Problem requirements — Every line of the data that contains the string "road" must be copied.

[Dataset entries]
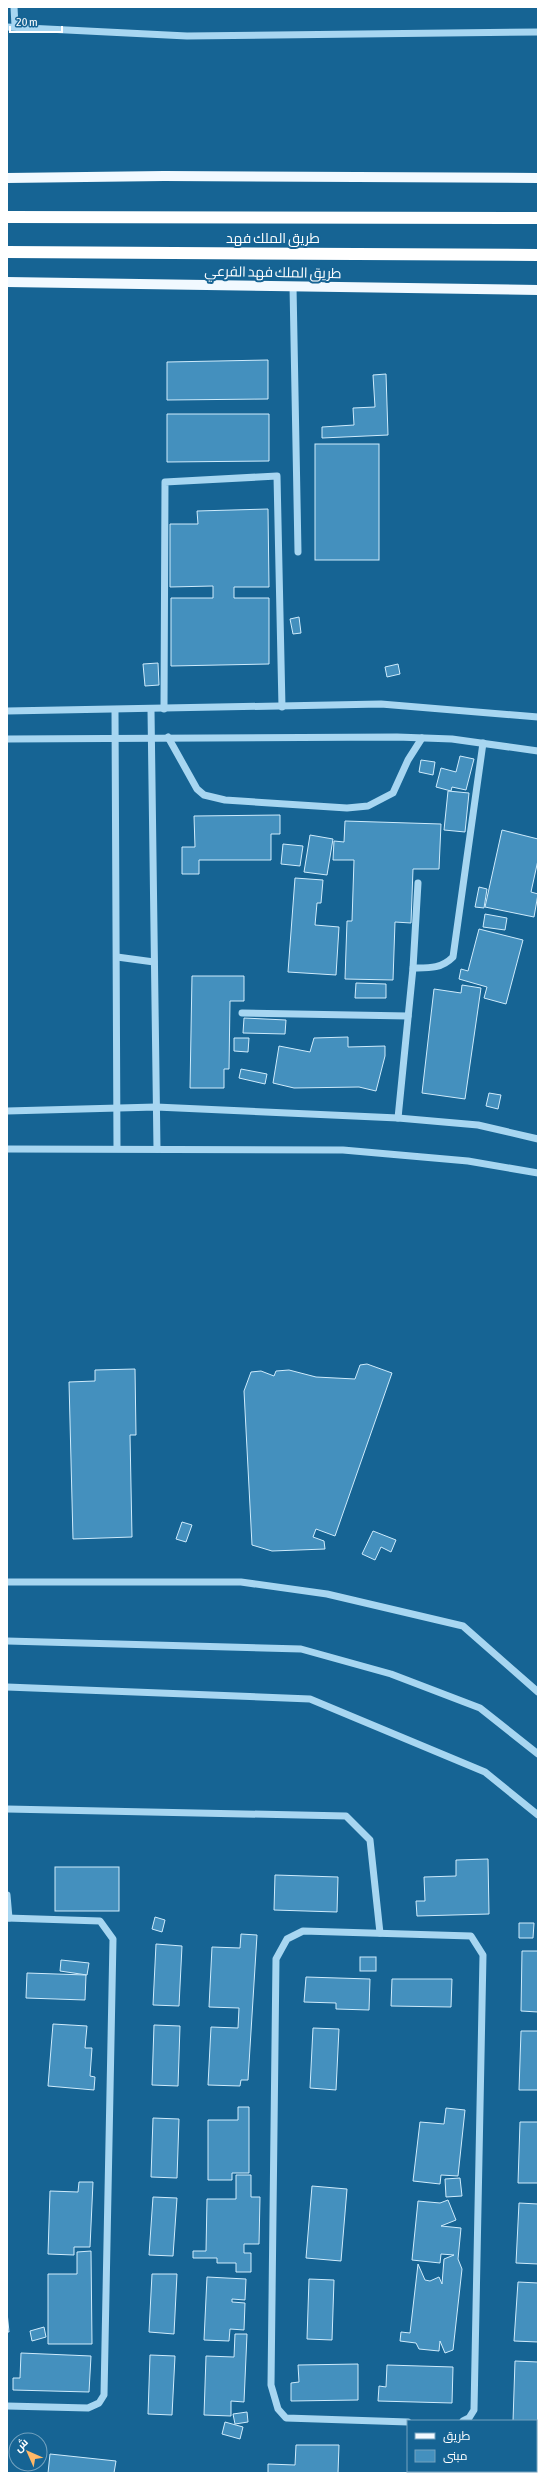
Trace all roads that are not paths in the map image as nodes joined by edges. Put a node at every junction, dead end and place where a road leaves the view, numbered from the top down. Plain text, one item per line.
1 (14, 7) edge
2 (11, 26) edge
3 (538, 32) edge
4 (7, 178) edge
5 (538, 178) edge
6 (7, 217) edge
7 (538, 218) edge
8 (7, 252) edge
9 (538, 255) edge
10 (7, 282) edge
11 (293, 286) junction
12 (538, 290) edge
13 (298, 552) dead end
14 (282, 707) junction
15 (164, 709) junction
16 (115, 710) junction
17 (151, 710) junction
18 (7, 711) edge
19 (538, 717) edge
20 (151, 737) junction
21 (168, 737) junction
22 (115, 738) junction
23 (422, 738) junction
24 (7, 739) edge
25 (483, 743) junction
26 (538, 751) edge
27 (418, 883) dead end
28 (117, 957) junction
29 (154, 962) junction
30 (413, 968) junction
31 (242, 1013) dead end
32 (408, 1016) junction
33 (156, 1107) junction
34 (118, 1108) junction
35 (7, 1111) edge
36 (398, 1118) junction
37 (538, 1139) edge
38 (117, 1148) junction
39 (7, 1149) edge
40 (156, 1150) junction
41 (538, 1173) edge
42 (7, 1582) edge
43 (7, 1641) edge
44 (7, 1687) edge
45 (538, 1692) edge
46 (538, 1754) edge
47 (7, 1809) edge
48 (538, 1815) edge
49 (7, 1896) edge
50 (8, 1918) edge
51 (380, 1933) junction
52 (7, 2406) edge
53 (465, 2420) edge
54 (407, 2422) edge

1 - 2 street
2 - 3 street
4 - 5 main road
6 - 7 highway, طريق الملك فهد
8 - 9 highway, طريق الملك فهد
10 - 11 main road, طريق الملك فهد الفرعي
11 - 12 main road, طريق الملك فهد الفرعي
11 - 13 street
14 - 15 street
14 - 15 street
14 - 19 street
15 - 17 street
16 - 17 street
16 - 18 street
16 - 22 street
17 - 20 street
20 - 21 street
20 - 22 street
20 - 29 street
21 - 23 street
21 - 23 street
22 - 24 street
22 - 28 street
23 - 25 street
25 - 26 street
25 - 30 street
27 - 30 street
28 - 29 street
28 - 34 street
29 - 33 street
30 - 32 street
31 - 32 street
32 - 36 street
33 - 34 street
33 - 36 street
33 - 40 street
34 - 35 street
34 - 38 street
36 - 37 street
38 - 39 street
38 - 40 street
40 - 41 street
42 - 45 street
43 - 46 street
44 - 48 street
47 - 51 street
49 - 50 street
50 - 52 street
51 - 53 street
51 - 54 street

Your solution —
Trace all roads that are not paths in the map image as nodes joined by edges. Put a node at every junction, dead end and place where a road leaves the view, numbered from the top down. Plain text, one item per line.
4 - 5 main road
10 - 11 main road, طريق الملك فهد الفرعي
11 - 12 main road, طريق الملك فهد الفرعي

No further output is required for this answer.